Staying motivated can be difficult, especially if fear, anxiety, or sadness keep you from moving forward. Here are some tips that can help if you find yourself blocked by uncomfortable feelings. Let us know what you think!
How To Do Positive Things With Uncomfortable Feelings
Many people want to make progress in their daily routines and feel accomplished, but are sometimes held back by uncomfortable feelings that lead to a lack of motivation. You’re not alone. What we think and feel controls our mood, emotion, and actions. Although it may seem impossible, there are a few small steps you can practice that lead to big results.

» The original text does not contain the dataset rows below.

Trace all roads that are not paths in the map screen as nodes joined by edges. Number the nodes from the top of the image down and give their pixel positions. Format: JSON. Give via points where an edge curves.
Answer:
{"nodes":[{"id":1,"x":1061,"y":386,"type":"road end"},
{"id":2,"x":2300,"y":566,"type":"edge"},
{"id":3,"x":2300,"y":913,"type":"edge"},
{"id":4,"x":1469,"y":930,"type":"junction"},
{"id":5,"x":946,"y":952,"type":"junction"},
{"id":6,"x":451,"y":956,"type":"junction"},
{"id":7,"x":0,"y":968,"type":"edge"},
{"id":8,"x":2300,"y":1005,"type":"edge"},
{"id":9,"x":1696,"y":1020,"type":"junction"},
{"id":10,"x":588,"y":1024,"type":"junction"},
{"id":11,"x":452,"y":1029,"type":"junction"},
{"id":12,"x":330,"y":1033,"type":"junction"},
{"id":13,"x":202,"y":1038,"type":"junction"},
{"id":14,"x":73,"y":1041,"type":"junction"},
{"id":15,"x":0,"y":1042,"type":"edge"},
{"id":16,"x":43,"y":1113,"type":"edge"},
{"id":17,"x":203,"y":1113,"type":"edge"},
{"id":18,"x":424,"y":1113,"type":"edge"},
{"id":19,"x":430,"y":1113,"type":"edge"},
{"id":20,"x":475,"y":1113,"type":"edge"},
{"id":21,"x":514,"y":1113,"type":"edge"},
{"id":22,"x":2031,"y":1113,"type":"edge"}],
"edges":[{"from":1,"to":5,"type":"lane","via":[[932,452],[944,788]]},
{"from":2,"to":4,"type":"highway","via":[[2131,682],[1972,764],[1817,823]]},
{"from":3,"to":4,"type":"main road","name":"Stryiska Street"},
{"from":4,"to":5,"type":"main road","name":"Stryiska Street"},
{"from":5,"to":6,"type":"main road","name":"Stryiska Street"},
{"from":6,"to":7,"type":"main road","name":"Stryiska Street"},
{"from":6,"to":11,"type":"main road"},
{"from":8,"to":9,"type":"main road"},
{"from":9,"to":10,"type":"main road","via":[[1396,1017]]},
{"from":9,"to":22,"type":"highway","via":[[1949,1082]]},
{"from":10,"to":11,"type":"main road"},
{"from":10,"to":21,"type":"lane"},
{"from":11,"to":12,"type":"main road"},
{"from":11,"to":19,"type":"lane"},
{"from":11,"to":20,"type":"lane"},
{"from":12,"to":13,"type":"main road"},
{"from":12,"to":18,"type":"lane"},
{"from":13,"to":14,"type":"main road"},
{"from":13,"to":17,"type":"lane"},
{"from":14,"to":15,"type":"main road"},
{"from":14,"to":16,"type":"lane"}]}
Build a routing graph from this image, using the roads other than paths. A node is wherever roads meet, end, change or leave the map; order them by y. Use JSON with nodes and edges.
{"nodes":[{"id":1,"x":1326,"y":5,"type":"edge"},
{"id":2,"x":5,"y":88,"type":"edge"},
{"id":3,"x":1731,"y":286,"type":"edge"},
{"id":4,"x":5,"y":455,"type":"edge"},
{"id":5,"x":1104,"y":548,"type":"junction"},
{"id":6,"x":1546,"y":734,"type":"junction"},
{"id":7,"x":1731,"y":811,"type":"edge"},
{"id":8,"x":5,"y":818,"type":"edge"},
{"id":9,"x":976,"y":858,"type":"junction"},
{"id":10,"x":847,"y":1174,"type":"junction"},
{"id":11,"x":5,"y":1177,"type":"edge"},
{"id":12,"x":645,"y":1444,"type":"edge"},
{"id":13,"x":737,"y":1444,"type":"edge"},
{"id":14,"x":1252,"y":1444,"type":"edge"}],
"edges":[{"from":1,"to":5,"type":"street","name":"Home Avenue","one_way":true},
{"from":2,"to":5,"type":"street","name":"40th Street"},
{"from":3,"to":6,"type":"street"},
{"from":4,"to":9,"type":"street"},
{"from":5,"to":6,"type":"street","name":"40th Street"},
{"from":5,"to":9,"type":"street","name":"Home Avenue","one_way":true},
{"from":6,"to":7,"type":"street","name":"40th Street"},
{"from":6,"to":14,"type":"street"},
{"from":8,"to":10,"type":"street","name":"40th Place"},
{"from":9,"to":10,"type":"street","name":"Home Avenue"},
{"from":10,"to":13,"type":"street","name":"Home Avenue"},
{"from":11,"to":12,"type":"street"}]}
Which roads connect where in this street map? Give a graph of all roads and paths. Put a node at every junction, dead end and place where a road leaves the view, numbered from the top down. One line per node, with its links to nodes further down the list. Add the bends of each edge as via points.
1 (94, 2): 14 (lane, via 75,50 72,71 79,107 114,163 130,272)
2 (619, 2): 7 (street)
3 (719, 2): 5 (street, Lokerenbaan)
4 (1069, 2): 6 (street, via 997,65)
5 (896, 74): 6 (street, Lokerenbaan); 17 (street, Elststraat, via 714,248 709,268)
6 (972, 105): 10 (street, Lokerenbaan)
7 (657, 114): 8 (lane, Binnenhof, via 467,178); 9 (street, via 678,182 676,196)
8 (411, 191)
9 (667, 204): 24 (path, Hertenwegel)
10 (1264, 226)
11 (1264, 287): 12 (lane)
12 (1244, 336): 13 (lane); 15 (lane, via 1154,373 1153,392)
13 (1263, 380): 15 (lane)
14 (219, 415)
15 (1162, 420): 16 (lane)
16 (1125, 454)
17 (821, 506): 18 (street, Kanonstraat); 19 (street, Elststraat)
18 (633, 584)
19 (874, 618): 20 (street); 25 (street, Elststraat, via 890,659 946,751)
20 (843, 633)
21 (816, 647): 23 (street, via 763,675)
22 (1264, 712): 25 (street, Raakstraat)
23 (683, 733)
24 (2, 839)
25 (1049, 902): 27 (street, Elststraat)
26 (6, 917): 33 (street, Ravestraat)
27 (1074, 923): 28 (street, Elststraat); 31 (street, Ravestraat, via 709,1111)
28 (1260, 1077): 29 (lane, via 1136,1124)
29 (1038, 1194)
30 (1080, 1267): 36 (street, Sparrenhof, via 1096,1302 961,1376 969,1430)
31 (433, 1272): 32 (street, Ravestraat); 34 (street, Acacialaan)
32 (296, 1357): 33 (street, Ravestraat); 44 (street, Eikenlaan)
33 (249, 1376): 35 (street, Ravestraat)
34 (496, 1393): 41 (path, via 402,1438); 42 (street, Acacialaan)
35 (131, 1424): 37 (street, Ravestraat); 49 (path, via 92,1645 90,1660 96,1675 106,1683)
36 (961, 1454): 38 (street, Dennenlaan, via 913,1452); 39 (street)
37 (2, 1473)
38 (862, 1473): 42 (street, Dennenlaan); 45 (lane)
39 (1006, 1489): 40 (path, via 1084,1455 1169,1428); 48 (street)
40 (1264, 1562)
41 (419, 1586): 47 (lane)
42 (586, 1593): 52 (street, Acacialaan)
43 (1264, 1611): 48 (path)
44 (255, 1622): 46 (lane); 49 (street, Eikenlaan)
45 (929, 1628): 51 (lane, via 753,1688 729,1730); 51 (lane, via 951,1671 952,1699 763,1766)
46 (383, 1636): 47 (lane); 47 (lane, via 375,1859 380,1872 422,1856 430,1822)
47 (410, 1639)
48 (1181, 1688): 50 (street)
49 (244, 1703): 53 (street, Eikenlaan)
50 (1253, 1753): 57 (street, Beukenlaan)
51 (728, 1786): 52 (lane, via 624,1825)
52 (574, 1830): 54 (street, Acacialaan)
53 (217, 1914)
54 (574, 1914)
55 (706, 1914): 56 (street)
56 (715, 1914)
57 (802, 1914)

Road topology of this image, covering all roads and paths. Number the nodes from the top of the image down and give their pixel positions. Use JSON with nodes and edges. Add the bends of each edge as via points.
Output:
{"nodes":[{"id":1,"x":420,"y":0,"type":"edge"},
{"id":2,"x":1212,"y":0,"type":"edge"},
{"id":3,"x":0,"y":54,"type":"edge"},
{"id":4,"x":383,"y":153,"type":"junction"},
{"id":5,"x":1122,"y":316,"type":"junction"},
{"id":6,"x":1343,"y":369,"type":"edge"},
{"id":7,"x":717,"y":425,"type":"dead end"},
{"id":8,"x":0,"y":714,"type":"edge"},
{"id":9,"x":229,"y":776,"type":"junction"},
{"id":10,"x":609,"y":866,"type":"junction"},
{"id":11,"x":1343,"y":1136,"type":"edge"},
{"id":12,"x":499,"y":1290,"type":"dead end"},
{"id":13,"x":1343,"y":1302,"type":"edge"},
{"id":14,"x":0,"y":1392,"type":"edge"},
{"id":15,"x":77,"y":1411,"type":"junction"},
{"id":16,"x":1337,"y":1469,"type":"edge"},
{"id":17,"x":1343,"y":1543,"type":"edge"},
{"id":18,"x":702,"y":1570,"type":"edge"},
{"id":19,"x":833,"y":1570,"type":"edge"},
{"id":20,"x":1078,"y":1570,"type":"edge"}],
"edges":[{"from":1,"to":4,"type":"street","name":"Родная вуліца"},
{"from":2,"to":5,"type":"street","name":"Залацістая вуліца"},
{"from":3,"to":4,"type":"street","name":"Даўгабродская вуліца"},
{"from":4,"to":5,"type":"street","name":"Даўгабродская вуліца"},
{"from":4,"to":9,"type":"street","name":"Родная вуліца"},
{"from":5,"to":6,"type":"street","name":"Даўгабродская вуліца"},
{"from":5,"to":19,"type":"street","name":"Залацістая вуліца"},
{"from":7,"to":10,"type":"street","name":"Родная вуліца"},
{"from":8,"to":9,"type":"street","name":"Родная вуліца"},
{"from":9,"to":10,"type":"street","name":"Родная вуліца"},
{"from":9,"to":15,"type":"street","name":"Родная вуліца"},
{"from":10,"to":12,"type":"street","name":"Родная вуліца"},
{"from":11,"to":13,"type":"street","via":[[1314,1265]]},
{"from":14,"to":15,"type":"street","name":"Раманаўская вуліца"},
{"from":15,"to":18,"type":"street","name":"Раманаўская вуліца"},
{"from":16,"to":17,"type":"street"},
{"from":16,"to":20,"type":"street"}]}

Here are three key steps to help battle those uncomfortable feelings:
- Recognize, don’t criticize. Recognize those moments when you find yourself starting to have a dark thought. Before you get the chance to criticize yourself, pause and move on to step two. Criticizing yourself will keep you from making progress.
- Acknowledge. Instead of feeling guilty, acknowledge that any small attempt to pull yourself out of the gloom will feel unnatural in the beginning, but is vital to bettering your mental health. Move to step three, regardless of how you feel at first.
- Contain and replace. When you catch yourself dwelling on thoughts that keep you down—stop what you’re doing, and intentionally think of, or do, something else. Watch the birds outside your window. Soak in a warm bath. Remove yourself from the familiar. Call a friend. Go ahead and conjure a few positive thoughts in advance to pull from when the time comes. Make a list of thoughts that lift you up, small tasks that bring comfort to you, small rewards that you can give yourself, or places you can quickly visit. Step three can be extra powerful when used to attempt small self care tasks or when you’re trying to make small improvements in your daily life..
We’ve come up with a few positive thoughts that can help you battle the negative ones. Tell yourself:
- “I’m worth it.”
- “The past does not define who I am.”
- “I’m going to try doing something that I used to enjoy.”
- “It’s OK to reward myself for dealing with what I have been through”
These steps will give your brain a much-needed break. Even if the break is 30 seconds, that’s a great start! Eventually, 30 seconds will turn into 30 minutes, then an hour, then a day. This is a learned skill that your mind will resist at first, so don’t worry if you find your mind falling back into the negative. Just keep repeating the steps!
A mental health professional can help you if uncomfortable thoughts interfere with or disrupt your daily routine. Your Health Advisor can help set Tiny Steps that can make a huge difference. Aim small, and you’ll be surprised how a little thing like a clean nightstand can motivate you to make the next positive change.